**How to complete this task**
Check each line of the entries. Copy the ones that contain the string "Sans".

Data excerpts
*** Block opens ***

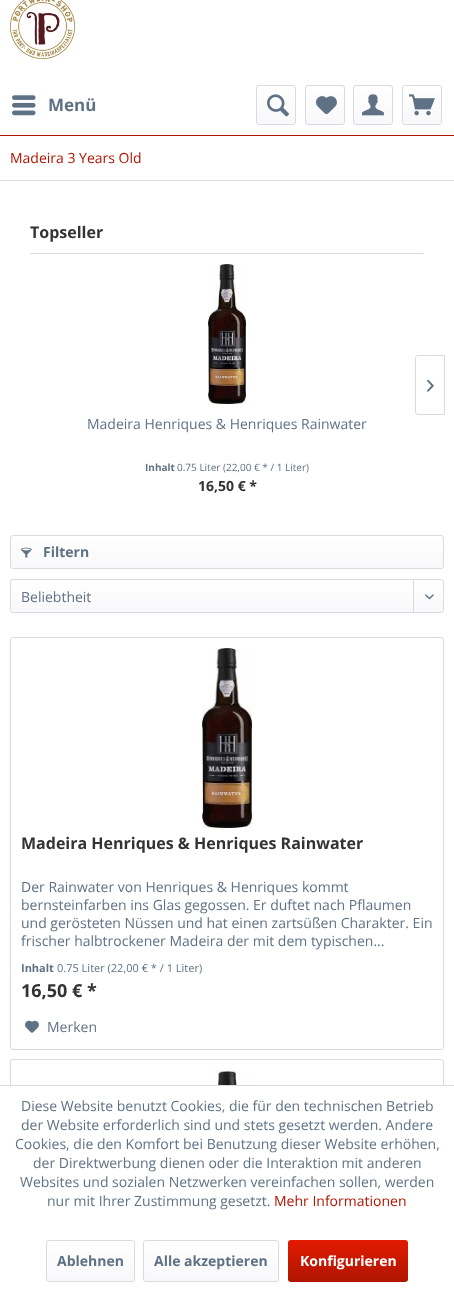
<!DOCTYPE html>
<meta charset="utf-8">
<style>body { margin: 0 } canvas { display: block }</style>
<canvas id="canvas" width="454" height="1292"></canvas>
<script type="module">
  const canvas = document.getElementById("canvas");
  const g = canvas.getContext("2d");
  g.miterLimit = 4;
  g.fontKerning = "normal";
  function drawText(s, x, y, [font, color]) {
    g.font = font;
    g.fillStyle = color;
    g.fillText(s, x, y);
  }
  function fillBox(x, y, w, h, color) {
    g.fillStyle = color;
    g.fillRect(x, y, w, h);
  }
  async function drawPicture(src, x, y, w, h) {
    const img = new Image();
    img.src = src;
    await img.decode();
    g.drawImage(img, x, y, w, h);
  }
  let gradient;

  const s1 = ["bold 17px Open Sans", "#5F7285"];
  const s2 = ["14px Open Sans", "#AF1500"];
  const s3 = ["bold 16px Open Sans", "#333333"];
  const s4 = ["14px Open Sans", "#5F7285"];
  const s5 = ["bold 10px Open Sans", "#5F7285"];
  const s6 = ["10px Open Sans", "#5F7285"];
  const s7 = ["bold 14px Open Sans", "#333333"];
  const s8 = ["bold 14px Open Sans", "#5F7285"];
  const s9 = ["bold 11px Open Sans", "#5F7285"];
  const s10 = ["11px Open Sans", "#5F7285"];
  const s11 = ["bold 18px Open Sans", "#333333"];
  const s12 = ["bold 14px Open Sans", "#FFFFFF"];

  fillBox(0, 0, 454, 1292, "#FFFFFF");
  fillBox(0, 135, 454, 1, "#AF1500");
  await drawPicture("pic1.png", 10, 0, 65, 59);
  await drawPicture("pic2.png", 12, 95, 24, 21);
  drawText("Menü", 48, 111, s1);
  gradient = g.createLinearGradient(276, 86, 276, 124);
  gradient.addColorStop(0, "#FFFFFF");
  gradient.addColorStop(1, "#F8F8FA");
  g.fillStyle = gradient;
  g.beginPath();
  g.roundRect(257, 86, 38, 38, 2);
  g.fill();
  g.beginPath();
  g.roundRect(256.5, 85.5, 39, 39, 2.5);
  g.strokeStyle = "#DADAE5";
  g.stroke();
  await drawPicture("pic3.png", 267, 94, 22, 23);
  gradient = g.createLinearGradient(325, 86, 325, 124);
  gradient.addColorStop(0, "#FFFFFF");
  gradient.addColorStop(1, "#F8F8FA");
  g.fillStyle = gradient;
  g.beginPath();
  g.roundRect(306, 86, 38, 38, 2);
  g.fill();
  g.beginPath();
  g.roundRect(305.5, 85.5, 39, 39, 2.5);
  g.stroke();
  await drawPicture("pic4.png", 316, 96, 21, 19);
  gradient = g.createLinearGradient(373, 86, 373, 124);
  gradient.addColorStop(0, "#FFFFFF");
  gradient.addColorStop(1, "#F8F8FA");
  g.fillStyle = gradient;
  g.beginPath();
  g.roundRect(354, 86, 38, 38, 2);
  g.fill();
  g.beginPath();
  g.roundRect(353.5, 85.5, 39, 39, 2.5);
  g.stroke();
  await drawPicture("pic5.png", 362, 94, 22, 22);
  gradient = g.createLinearGradient(422, 86, 422, 124);
  gradient.addColorStop(0, "#FFFFFF");
  gradient.addColorStop(1, "#F8F8FA");
  g.fillStyle = gradient;
  g.beginPath();
  g.roundRect(403, 86, 38, 38, 2);
  g.fill();
  g.beginPath();
  g.roundRect(402.5, 85.5, 39, 39, 2.5);
  g.stroke();
  await drawPicture("pic6.png", 409, 94, 26, 22);
  fillBox(0, 180, 454, 1, "#DADAE5");
  drawText("Madeira 3 Years Old", 10, 163, s2);
  fillBox(30, 253, 394, 1, "#DADAE5");
  drawText("Topseller", 30, 238, s3);
  g.beginPath();
  g.roundRect(415.5, 355.5, 29, 59, [2.5, 0, 0, 2.5]);
  g.stroke();
  await drawPicture("pic7.png", 427, 379, 7, 13);
  await drawPicture("pic8.png", 208, 264, 38, 140);
  drawText("Madeira Henriques & Henriques Rainwater", 87, 429, s4);
  drawText("Inhalt", 145, 471, s5);
  drawText("0.75 Liter (22,00 € * / 1 Liter)", 177, 471, s6);
  drawText("16,50 € *", 198, 491, s7);
  gradient = g.createLinearGradient(227, 536, 227, 568);
  gradient.addColorStop(0, "#FFFFFF");
  gradient.addColorStop(1, "#F8F8FA");
  g.fillStyle = gradient;
  g.beginPath();
  g.roundRect(11, 536, 432, 32, 2);
  g.fill();
  g.beginPath();
  g.roundRect(10.5, 535.5, 433, 33, 2.5);
  g.stroke();
  await drawPicture("pic9.png", 21, 547, 11, 11);
  drawText("Filtern", 43, 557, s8);
  gradient = g.createLinearGradient(227, 580, 227, 612);
  gradient.addColorStop(0, "#FFFFFF");
  gradient.addColorStop(1, "#F8F8FA");
  g.fillStyle = gradient;
  g.beginPath();
  g.roundRect(11, 580, 432, 32, 2);
  g.fill();
  g.beginPath();
  g.roundRect(10.5, 579.5, 433, 33, 2.5);
  g.stroke();
  drawText("Beliebtheit", 21, 602, s4);
  fillBox(413, 580, 1, 33, "#DADAE5");
  await drawPicture("pic10.png", 425, 594, 9, 6);
  g.beginPath();
  g.roundRect(10.5, 637.5, 433, 412, 2.5);
  g.stroke();
  await drawPicture("pic11.png", 202, 648, 50, 180);
  drawText("Madeira Henriques & Henriques Rainwater", 21, 849, s3);
  drawText("Der Rainwater von Henriques & Henriques kommt", 21, 892, s4);
  drawText("bernsteinfarben ins Glas gegossen. Er duftet nach Pflaumen", 21, 910, s4);
  drawText("und gerösteten Nüssen und hat einen zartsüßen Charakter. Ein", 21, 928, s4);
  drawText("frischer halbtrockener Madeira der mit dem typischen...", 21, 946, s4);
  drawText("Inhalt", 21, 972, s9);
  drawText("0.75 Liter (22,00 € * / 1 Liter)", 57, 972, s10);
  drawText("16,50 € *", 21, 997, s11);
  await drawPicture("pic12.png", 25, 1020, 14, 13);
  drawText("Merken", 47, 1032, s4);
  g.beginPath();
  g.roundRect(10.5, 1059.5, 433, 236, 2.5);
  g.stroke();
  await drawPicture("pic13.png", 201, 1070, 52, 15);
  fillBox(10, 1086, 434, 206, "#FFFFFF");
  fillBox(0, 1085, 454, 1, "#DADAE5");
  drawText("Diese Website benutzt Cookies, die für den technischen Betrieb", 21, 1111, s4);
  drawText("der Website erforderlich sind und stets gesetzt werden. Andere", 21, 1130, s4);
  drawText("Cookies, die den Komfort bei Benutzung dieser Website erhöhen,", 15, 1149, s4);
  drawText("der Direktwerbung dienen oder die Interaktion mit anderen", 33, 1168, s4);
  drawText("Websites und sozialen Netzwerken vereinfachen sollen, werden", 20, 1187, s4);
  drawText("nur mit Ihrer Zustimmung gesetzt.", 47, 1206, s4);
  drawText("Mehr Informationen", 274, 1206, s2);
  gradient = g.createLinearGradient(91, 1241, 91, 1281);
  gradient.addColorStop(0, "#FFFFFF");
  gradient.addColorStop(1, "#F8F8FA");
  g.fillStyle = gradient;
  g.beginPath();
  g.roundRect(47, 1241, 87, 40, 2);
  g.fill();
  g.beginPath();
  g.roundRect(46.5, 1240.5, 88, 41, 2.5);
  g.stroke();
  drawText("Ablehnen", 57, 1266, s8);
  gradient = g.createLinearGradient(211, 1241, 211, 1281);
  gradient.addColorStop(0, "#FFFFFF");
  gradient.addColorStop(1, "#F8F8FA");
  g.fillStyle = gradient;
  g.beginPath();
  g.roundRect(144, 1241, 134, 40, 2);
  g.fill();
  g.beginPath();
  g.roundRect(143.5, 1240.5, 135, 41, 2.5);
  g.stroke();
  drawText("Alle akzeptieren", 154, 1266, s8);
  gradient = g.createLinearGradient(348, 1240, 348, 1282);
  gradient.addColorStop(0, "#E21B00");
  gradient.addColorStop(1, "#AF1500");
  g.fillStyle = gradient;
  g.beginPath();
  g.roundRect(288, 1240, 120, 42, 3);
  g.fill();
  drawText("Konfigurieren", 300, 1266, s12);
</script>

*** Block closes ***

**Written solution**
  const s1 = ["bold 17px Open Sans", "#5F7285"];
  const s2 = ["14px Open Sans", "#AF1500"];
  const s3 = ["bold 16px Open Sans", "#333333"];
  const s4 = ["14px Open Sans", "#5F7285"];
  const s5 = ["bold 10px Open Sans", "#5F7285"];
  const s6 = ["10px Open Sans", "#5F7285"];
  const s7 = ["bold 14px Open Sans", "#333333"];
  const s8 = ["bold 14px Open Sans", "#5F7285"];
  const s9 = ["bold 11px Open Sans", "#5F7285"];
  const s10 = ["11px Open Sans", "#5F7285"];
  const s11 = ["bold 18px Open Sans", "#333333"];
  const s12 = ["bold 14px Open Sans", "#FFFFFF"];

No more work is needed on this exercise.